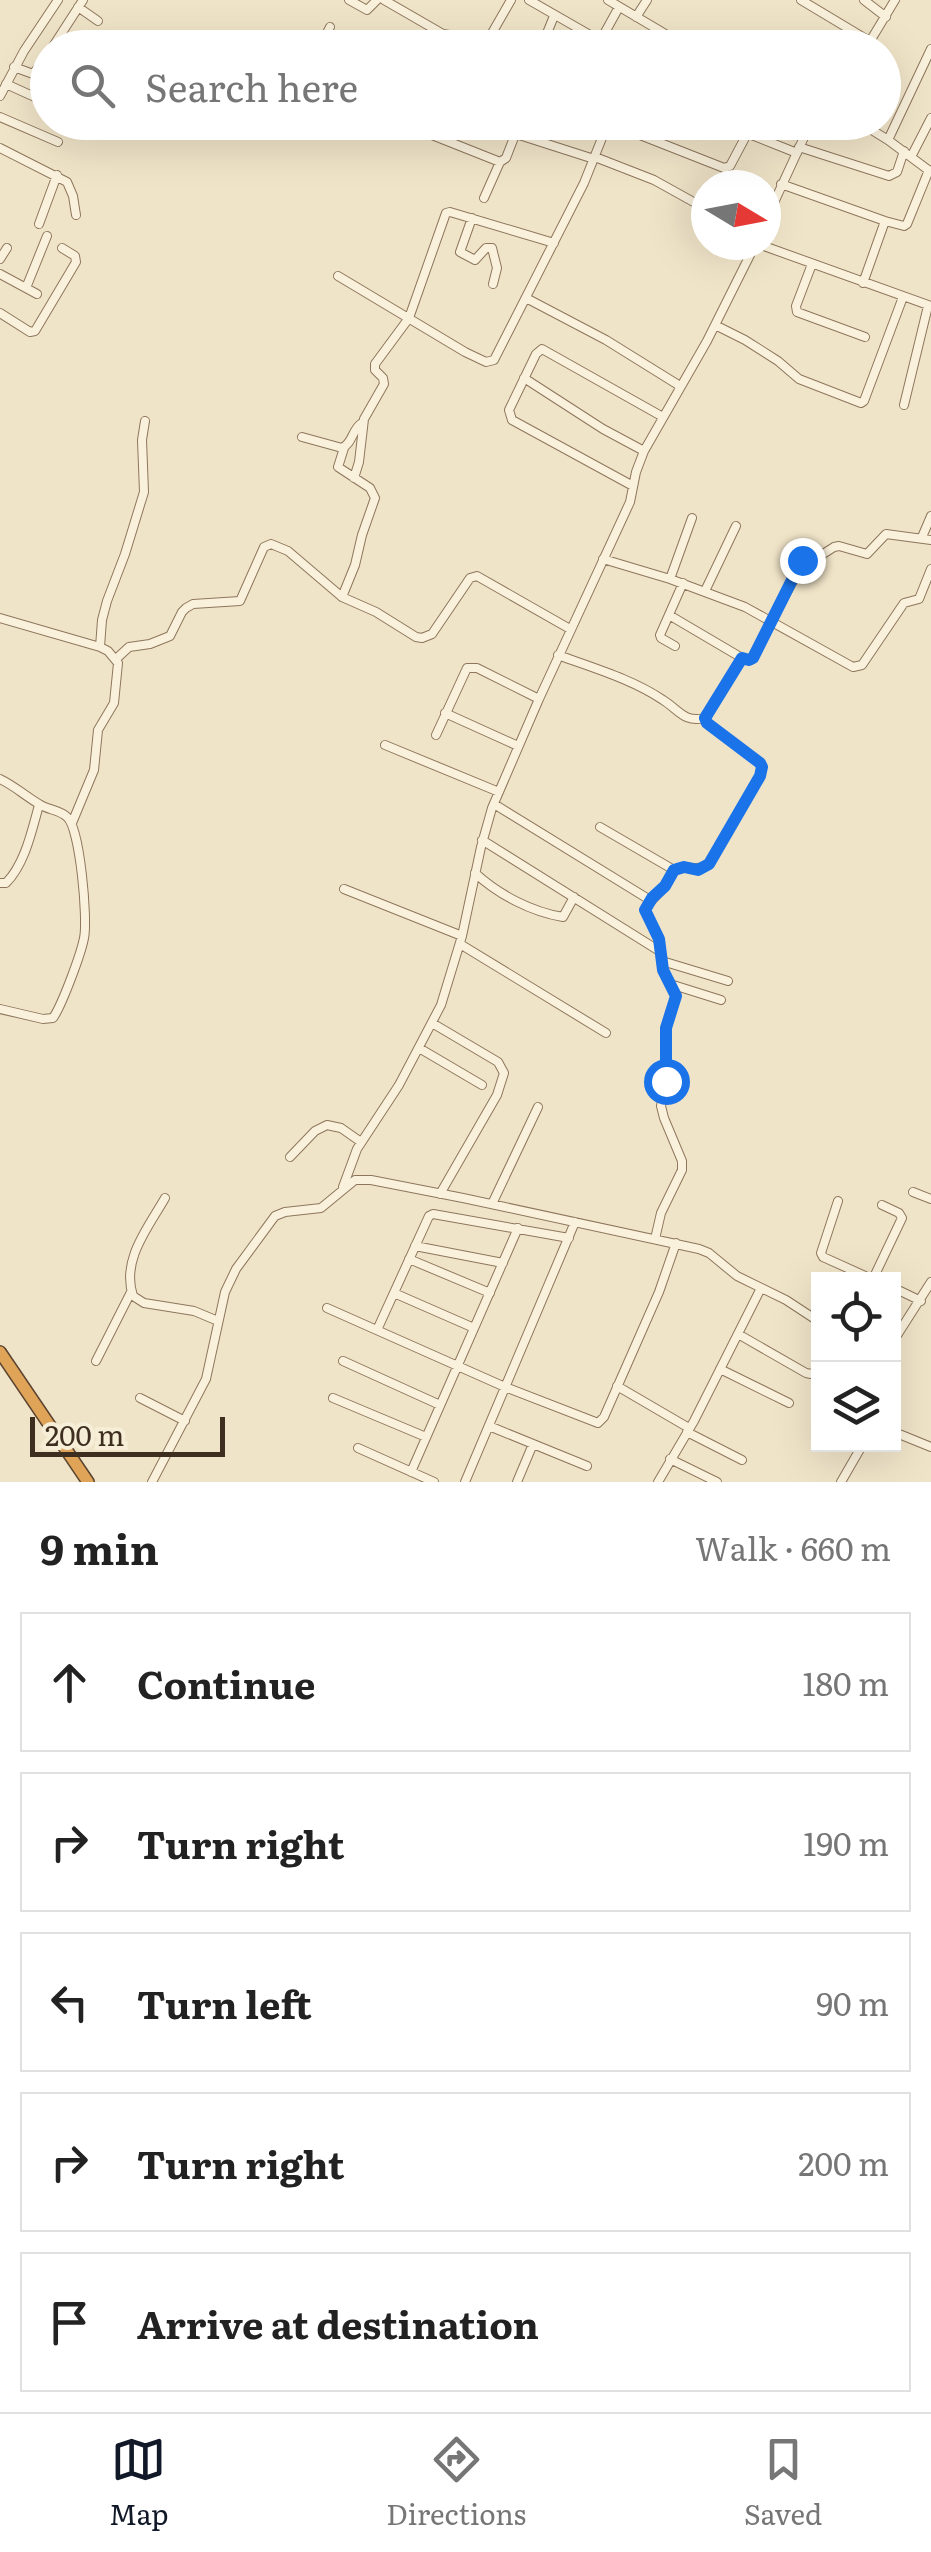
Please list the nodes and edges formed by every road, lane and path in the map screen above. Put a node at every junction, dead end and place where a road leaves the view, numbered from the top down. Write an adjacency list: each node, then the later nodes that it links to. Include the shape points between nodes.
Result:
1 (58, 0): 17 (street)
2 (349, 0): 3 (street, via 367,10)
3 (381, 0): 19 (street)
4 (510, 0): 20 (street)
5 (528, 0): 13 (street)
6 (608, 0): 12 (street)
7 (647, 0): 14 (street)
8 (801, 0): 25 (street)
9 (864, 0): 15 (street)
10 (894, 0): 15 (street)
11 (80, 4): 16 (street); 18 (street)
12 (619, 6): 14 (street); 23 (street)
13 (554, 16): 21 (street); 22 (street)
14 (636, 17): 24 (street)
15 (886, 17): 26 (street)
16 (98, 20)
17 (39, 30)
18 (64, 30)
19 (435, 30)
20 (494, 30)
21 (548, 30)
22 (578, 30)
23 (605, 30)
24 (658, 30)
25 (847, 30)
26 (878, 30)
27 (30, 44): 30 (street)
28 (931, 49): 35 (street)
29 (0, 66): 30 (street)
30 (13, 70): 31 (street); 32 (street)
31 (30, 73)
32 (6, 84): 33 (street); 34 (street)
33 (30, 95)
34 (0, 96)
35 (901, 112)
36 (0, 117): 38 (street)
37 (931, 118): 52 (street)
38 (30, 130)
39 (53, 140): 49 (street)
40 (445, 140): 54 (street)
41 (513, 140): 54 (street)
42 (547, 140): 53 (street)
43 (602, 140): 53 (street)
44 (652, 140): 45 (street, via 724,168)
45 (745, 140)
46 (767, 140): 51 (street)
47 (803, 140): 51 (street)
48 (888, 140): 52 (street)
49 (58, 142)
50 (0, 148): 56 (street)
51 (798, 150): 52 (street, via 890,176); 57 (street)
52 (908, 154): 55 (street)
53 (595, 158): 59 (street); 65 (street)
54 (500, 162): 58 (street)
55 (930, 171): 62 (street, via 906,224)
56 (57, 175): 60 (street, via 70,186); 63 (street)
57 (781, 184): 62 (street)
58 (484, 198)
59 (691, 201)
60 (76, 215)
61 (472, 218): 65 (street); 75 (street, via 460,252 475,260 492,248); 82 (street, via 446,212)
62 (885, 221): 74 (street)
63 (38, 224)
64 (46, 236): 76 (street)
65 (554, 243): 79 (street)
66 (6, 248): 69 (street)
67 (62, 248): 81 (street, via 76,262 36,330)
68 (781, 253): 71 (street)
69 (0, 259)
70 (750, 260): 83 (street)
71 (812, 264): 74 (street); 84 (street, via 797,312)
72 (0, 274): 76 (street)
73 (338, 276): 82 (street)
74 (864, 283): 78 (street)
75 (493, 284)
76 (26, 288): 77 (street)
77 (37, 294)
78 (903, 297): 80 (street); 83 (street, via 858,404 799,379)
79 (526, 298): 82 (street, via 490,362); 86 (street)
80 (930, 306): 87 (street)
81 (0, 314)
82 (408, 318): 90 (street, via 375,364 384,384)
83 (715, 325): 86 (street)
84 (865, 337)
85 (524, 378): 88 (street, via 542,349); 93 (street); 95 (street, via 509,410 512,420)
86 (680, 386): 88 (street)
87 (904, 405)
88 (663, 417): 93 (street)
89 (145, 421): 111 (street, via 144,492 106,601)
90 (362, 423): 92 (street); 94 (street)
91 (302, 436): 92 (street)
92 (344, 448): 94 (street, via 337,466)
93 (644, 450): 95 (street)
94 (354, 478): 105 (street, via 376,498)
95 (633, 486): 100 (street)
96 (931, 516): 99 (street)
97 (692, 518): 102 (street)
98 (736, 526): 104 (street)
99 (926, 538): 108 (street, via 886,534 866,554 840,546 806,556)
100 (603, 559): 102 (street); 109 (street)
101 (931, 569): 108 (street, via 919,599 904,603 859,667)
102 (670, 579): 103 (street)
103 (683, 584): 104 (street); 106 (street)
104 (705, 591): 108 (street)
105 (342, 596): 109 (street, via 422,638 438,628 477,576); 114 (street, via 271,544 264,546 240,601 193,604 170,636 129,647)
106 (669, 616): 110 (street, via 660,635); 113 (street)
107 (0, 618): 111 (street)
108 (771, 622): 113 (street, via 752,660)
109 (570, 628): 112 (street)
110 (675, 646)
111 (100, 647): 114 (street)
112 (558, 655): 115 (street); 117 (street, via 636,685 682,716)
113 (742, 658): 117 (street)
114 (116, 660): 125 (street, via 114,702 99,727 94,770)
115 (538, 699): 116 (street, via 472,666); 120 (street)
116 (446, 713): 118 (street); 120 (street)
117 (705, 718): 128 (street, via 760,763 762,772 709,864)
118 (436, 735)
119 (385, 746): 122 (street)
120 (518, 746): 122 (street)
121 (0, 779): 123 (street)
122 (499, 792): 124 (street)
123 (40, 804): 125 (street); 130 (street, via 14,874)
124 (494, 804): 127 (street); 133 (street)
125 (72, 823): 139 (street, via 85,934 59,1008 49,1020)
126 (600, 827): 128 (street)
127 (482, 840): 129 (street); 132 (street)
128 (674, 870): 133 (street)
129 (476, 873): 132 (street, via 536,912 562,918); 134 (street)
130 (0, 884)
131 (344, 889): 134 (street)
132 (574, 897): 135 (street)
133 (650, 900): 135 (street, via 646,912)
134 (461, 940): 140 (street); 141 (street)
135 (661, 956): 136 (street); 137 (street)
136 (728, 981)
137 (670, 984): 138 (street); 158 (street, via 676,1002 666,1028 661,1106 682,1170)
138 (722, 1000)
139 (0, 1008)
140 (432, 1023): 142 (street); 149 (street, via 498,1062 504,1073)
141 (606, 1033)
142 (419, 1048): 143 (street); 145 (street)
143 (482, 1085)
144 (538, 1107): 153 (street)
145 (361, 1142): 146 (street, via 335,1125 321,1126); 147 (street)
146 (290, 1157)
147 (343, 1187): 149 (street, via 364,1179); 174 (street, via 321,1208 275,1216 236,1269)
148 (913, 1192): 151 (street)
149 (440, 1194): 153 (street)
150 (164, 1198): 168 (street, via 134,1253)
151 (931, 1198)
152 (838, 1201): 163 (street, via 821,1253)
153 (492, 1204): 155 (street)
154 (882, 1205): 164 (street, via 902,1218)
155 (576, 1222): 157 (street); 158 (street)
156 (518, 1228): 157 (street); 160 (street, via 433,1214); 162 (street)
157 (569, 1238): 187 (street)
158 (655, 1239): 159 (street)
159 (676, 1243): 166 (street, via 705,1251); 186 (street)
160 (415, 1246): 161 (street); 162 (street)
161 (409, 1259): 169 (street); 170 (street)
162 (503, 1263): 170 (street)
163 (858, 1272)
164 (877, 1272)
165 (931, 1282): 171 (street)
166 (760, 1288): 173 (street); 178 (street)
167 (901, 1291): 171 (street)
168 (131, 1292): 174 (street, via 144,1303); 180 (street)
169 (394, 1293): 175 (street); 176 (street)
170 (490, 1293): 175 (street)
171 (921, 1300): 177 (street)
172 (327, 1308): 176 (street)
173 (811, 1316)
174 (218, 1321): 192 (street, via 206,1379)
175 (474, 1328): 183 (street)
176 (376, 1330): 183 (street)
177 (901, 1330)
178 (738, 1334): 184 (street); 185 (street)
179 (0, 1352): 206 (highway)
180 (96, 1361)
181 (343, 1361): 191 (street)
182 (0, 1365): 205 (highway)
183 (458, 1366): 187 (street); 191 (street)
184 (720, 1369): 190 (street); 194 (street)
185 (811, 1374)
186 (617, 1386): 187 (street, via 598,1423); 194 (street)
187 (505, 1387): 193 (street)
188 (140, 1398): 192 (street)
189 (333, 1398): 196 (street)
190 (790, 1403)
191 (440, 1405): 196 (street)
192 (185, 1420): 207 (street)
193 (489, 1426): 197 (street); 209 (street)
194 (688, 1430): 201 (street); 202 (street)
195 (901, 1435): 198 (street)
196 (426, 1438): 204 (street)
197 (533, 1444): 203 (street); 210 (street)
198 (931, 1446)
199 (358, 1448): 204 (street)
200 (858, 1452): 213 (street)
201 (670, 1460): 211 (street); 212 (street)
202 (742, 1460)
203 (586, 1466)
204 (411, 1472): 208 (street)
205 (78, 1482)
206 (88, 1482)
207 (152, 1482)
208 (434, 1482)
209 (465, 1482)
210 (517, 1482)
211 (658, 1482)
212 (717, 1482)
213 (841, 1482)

:::

• [REQUIREMENT]: What belongs in the answer is each line from the listing above that contains "highway".

• [FINISHED TASK]:
179 (0, 1352): 206 (highway)
182 (0, 1365): 205 (highway)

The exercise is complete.